While we lean on Cloud TTS to synthesize high-fidelity, natural-sounding speech, our voices for Pixel and iPhone have their own characteristics. Here, we haven’t found an AI model that can really help our creatives to hit the specific timbre and cadence we want. Instead, we use internal tooling to add emphasis and inflections to really bring our characters to life.
Some videos also have ambient audio beneath the dialogue. We use a mix of composed sound effects, field recordings, and, of course, AI-generated audio with MusicFX to create soundscapes for the location and add an extra touch of realism.
Once all of the constituent assets are produced, they automatically populate a render queue to be ingested by Unreal Engine and composited into a 3D scene with iPhone, Pixel, and the car.
The background image wraps around the rear and sides of the scene, providing not just the background for the straight-on shots of the phones and the car, but the angled perspectives we see when the camera moves to highlight one character speaking. Parts of the background are captured in the reflections on the car hood and even the glass of the phones’ cameras, while the sky above interacts with the lighting of the scene to add even more detail and realism.
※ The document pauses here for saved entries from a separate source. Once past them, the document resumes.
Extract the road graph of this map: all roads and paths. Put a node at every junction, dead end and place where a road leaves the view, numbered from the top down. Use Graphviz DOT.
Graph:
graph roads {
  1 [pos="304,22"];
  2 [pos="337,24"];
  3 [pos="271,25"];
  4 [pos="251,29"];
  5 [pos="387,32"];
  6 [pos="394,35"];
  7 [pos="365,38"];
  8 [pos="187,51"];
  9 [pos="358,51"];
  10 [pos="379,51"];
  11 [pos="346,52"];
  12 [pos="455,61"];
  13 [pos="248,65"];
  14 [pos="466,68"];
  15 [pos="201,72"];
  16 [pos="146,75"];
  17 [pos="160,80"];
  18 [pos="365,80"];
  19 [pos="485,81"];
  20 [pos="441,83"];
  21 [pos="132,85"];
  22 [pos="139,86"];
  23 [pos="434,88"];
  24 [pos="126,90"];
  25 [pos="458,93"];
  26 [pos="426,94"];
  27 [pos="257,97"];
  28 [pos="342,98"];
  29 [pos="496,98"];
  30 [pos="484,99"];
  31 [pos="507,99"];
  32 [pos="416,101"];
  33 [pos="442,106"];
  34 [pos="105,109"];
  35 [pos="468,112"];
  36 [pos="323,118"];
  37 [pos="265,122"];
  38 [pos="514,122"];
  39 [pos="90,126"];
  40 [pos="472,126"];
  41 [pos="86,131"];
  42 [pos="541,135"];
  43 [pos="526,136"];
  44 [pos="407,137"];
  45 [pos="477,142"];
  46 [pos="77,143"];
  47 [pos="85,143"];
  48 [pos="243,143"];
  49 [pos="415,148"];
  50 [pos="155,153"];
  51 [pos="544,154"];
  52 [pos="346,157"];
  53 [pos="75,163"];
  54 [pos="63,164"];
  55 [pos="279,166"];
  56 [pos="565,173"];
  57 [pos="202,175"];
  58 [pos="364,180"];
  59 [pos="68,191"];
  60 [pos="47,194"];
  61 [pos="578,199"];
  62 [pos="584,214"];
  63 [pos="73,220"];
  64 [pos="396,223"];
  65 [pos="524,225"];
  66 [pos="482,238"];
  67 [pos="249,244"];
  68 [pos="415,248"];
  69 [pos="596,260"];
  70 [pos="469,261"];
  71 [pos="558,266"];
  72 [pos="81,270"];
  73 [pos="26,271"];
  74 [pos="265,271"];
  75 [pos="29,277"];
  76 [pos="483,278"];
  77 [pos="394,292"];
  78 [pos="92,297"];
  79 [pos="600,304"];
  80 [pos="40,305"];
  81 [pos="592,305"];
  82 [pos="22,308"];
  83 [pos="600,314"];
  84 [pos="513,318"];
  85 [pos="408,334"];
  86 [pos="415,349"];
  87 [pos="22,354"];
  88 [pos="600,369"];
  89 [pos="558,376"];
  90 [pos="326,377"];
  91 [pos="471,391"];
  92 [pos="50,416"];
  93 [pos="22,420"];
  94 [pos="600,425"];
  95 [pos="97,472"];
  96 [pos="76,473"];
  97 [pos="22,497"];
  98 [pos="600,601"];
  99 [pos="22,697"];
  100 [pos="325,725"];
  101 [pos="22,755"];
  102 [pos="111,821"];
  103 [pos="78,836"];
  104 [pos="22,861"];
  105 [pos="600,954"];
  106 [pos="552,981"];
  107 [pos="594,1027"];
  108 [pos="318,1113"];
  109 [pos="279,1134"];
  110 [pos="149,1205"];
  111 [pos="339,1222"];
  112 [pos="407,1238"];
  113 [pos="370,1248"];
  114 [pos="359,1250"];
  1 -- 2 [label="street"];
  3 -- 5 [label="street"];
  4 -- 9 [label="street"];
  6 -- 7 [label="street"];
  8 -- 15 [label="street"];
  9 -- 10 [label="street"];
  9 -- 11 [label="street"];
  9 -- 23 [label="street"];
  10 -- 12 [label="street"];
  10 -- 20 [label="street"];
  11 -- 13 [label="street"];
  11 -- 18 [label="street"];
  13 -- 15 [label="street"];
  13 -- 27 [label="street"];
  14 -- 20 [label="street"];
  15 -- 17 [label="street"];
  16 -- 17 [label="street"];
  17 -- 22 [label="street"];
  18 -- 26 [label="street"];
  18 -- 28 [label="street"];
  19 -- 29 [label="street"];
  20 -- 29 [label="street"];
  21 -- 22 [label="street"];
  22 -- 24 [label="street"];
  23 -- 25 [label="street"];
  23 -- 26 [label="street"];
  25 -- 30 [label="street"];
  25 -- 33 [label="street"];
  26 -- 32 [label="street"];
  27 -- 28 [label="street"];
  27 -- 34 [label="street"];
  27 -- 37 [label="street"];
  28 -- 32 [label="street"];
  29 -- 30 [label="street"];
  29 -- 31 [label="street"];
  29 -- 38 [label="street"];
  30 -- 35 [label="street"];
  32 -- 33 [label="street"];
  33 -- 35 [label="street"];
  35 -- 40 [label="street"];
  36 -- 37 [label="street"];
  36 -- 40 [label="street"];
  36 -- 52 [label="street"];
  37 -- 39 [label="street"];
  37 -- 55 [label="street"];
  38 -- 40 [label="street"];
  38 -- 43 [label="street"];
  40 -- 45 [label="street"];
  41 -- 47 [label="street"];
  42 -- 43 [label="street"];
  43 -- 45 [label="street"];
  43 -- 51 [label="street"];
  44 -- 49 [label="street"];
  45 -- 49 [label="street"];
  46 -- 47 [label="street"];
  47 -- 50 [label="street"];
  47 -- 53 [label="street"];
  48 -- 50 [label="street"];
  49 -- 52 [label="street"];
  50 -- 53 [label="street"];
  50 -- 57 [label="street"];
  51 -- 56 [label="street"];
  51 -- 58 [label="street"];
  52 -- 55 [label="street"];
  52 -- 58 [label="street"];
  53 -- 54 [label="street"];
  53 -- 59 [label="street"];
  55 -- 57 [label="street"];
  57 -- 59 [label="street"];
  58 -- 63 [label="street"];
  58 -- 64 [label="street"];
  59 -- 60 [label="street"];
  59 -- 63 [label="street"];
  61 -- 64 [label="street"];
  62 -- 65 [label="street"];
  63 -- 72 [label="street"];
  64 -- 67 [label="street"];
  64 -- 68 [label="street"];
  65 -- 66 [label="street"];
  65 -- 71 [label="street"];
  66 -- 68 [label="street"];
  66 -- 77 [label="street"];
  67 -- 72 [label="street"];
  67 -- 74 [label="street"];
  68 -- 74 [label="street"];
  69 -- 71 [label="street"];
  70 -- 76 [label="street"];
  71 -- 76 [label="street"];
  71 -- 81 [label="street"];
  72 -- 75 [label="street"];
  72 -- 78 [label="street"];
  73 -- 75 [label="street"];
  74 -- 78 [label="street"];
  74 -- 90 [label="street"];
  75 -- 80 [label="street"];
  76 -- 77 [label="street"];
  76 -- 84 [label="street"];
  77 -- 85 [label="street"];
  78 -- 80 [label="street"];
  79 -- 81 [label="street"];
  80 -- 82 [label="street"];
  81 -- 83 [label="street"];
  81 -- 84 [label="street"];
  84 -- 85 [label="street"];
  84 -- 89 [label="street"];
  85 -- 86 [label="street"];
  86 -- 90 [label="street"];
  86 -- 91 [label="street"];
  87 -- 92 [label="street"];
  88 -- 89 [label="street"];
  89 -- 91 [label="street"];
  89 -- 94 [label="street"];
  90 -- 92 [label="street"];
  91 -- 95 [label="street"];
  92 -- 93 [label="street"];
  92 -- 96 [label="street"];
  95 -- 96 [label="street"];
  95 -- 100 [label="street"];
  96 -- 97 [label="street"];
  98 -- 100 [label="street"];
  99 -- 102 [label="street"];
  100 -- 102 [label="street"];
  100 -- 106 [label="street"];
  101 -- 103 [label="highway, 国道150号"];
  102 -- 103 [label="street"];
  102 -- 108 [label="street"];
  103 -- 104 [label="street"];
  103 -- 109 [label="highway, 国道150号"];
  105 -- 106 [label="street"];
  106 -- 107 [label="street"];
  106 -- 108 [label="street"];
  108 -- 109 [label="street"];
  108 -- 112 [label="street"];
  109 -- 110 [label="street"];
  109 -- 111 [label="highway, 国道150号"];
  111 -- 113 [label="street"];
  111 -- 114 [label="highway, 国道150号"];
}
Our nonlinear animation editor allows our creatives to add motion to each individual phone in all of our camera positions. For instance, if a phone asks a question, they may orient towards the other phone, rather than looking out the window or through the windshield, leaning and tilting in a tentative way. Statements, jokes, agreement, and surprise all of their own unique animations, and we seamlessly interpolate between all of them and our rest state.
Finally, our creatives can turn on the dynamic elements and textures that really personalize each video – like mud splatter on the hood for rustic locations and a variety of hats for (most) weather conditions. Some locations might also merit a total transformation of the car, from trusty rover to submarine or spaceship.
Creatives can preview their video's VO, camera cuts, and primary animations before hitting render. Once they’re ready, all of the render jobs are dispatched across 15 virtual machines on Google Cloud Compute. From start to finish, a short video can be generated in as little as 10 minutes, including render time.
Using generative AI for creative development and production isn't a new idea. But we're excited to have built an application that stacks together Google's latest, production-ready models in a novel way, that takes an idea to real-time delivery at scale.
A typical Best Phones Forever video takes weeks to write, animate, and render. With this tool, our creatives hope to generate hundreds of custom mini-episodes in a single day — all inspired by the imagination of the Pixel community on social.
We hope that this experiment gives you a glimpse of what’s possible using the Gemini and Imagen APIs, whatever your creative destination may be.